Les chiens et les chats vivent aujourd’hui en contact très étroit avec leurs propriétaires et les bactéries zoonotiques circulent donc facilement entre les animaux et leurs propriétaires.
L’utilisation généralisée des antibiotiques au cours des dernières décennies a conduit à l’émergence spectaculaire de résistances aux antimicrobiens (RAM) qui pourraient avoir un impact majeur sur la santé publique dans les années à venir.
Les taux de RAM varient considérablement selon les pays, les classes d’antibiotiques et les bactéries, mais ils se situent à des niveaux préoccupants presque partout.

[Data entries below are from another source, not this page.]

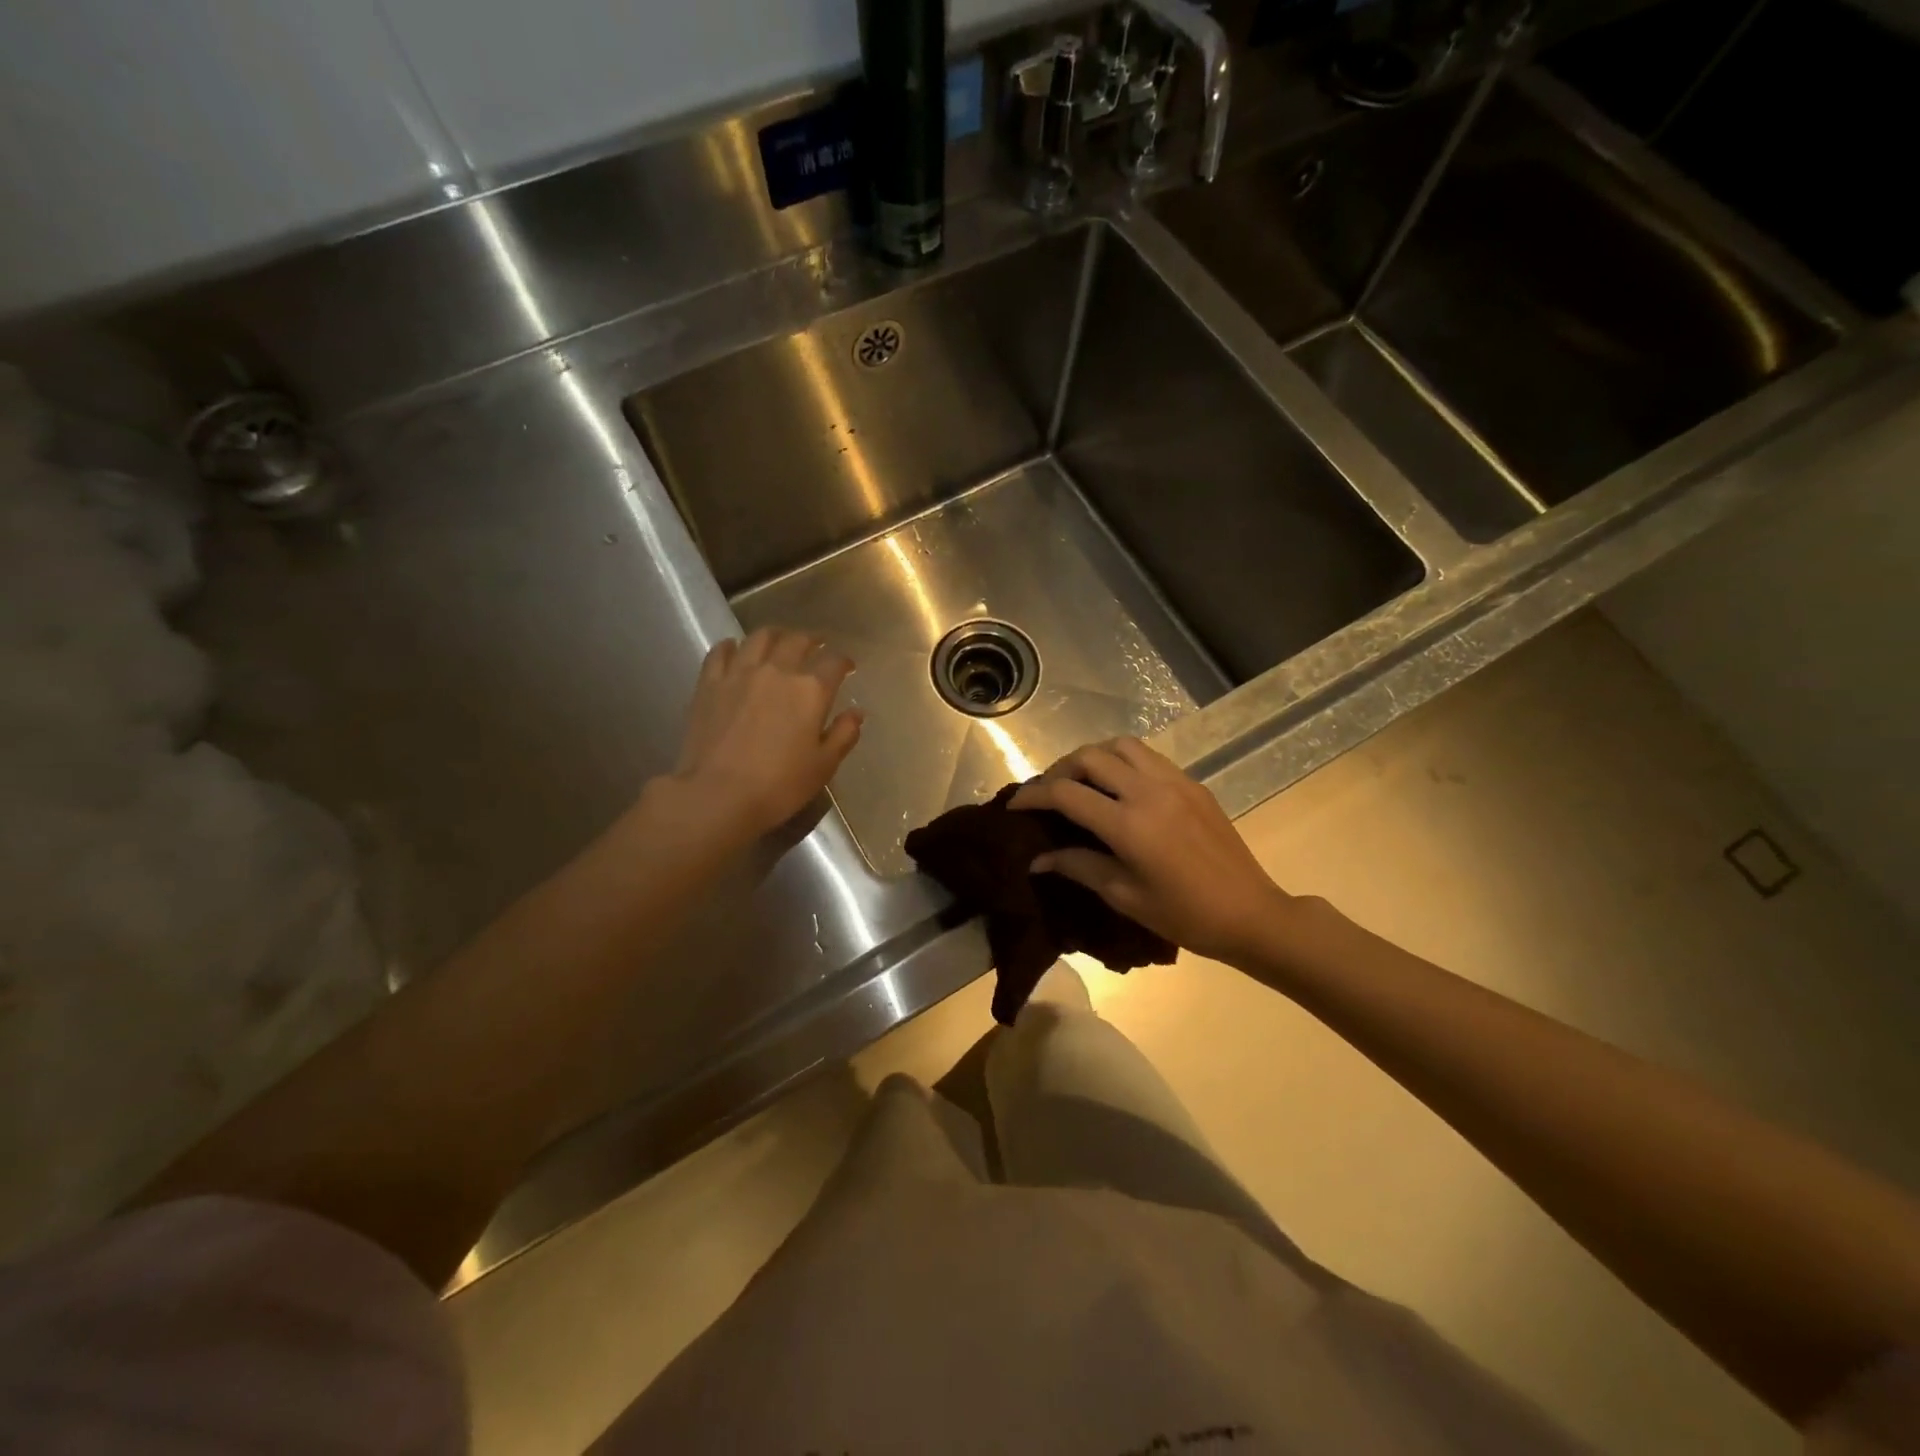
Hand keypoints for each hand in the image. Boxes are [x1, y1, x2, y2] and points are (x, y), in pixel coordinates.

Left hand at [669, 627, 862, 840]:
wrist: (718, 795)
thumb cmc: (779, 785)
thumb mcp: (823, 766)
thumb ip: (843, 735)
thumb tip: (857, 713)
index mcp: (810, 690)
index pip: (834, 663)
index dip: (844, 662)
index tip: (847, 667)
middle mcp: (777, 670)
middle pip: (797, 641)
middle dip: (811, 640)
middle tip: (816, 646)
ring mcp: (739, 673)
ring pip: (760, 638)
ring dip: (775, 635)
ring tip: (779, 641)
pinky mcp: (709, 683)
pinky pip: (720, 651)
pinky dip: (732, 646)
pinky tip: (735, 649)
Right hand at [1010, 737, 1292, 964]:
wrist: (1251, 913)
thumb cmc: (1185, 916)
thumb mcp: (1125, 896)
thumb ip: (1078, 867)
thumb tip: (1037, 859)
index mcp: (1129, 824)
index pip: (1066, 793)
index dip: (1033, 795)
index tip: (1015, 805)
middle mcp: (1149, 791)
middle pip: (1089, 757)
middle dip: (1058, 770)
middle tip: (1047, 793)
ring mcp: (1174, 782)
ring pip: (1120, 745)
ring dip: (1091, 757)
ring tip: (1080, 782)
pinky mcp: (1192, 783)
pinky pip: (1147, 756)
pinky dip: (1121, 761)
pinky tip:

Une utilisation responsable des antimicrobiens et une diminution générale de l’utilisation des antibiotiques peuvent entraîner une diminution de la RAM.
Introduction
Depuis leur introduction, les antimicrobiens ont été largement utilisés dans le monde entier, tant chez l’Homme que chez l’animal, et ces médicaments ont largement contribué à améliorer la santé humaine et animale ainsi que le bien-être animal. Malheureusement, ces progrès ont eu un prix, car l’utilisation généralisée des antimicrobiens au cours des dernières décennies a conduit à l’émergence spectaculaire de résistances aux antimicrobiens (RAM) ; les scénarios les plus pessimistes prévoient que la RAM pourrait provoquer 10 millions de décès humains par an d’ici 2050 1. Cet article offre un bref aperçu de la résistance aux antimicrobiens et du chemin à parcourir. Le terme « antimicrobien » englobe les antibiotiques, les antifongiques, les antiviraux et les antiprotozoaires, mais les problèmes de résistance sont principalement liés aux antibiotiques ; dans cet article, les termes « résistance aux antimicrobiens » et « antibiorésistance » seront considérés comme des synonymes.Les taux de résistance varient fortement selon les pays, les classes d’antibiotiques et les bactéries, mais ils se situent à des niveaux préoccupants presque partout. Des bactéries fréquentes telles que E. coli, Klebsiella, Pseudomonas et Staphylococcus 4 présentent souvent des taux de résistance élevés contre une ou plusieurs classes d’antimicrobiens, ce qui rend le traitement extrêmement difficile, en particulier pour les individus les plus vulnérables (par exemple, les jeunes enfants, les personnes âgées ou les personnes immunodéprimées). En outre, des espèces bactériennes telles que Campylobacter et Salmonella, pouvant provoquer des zoonoses susceptibles d’être transmises entre animaux et humains, présentent également des niveaux de résistance alarmants (Figure 1). Nous en sommes au stade où de plus en plus d’infections courantes deviennent difficiles, voire parfois impossibles à traiter. Malheureusement, les données relatives à la résistance des bactéries qui infectent classiquement les chiens et les chats ne sont pas encore systématiquement analysées.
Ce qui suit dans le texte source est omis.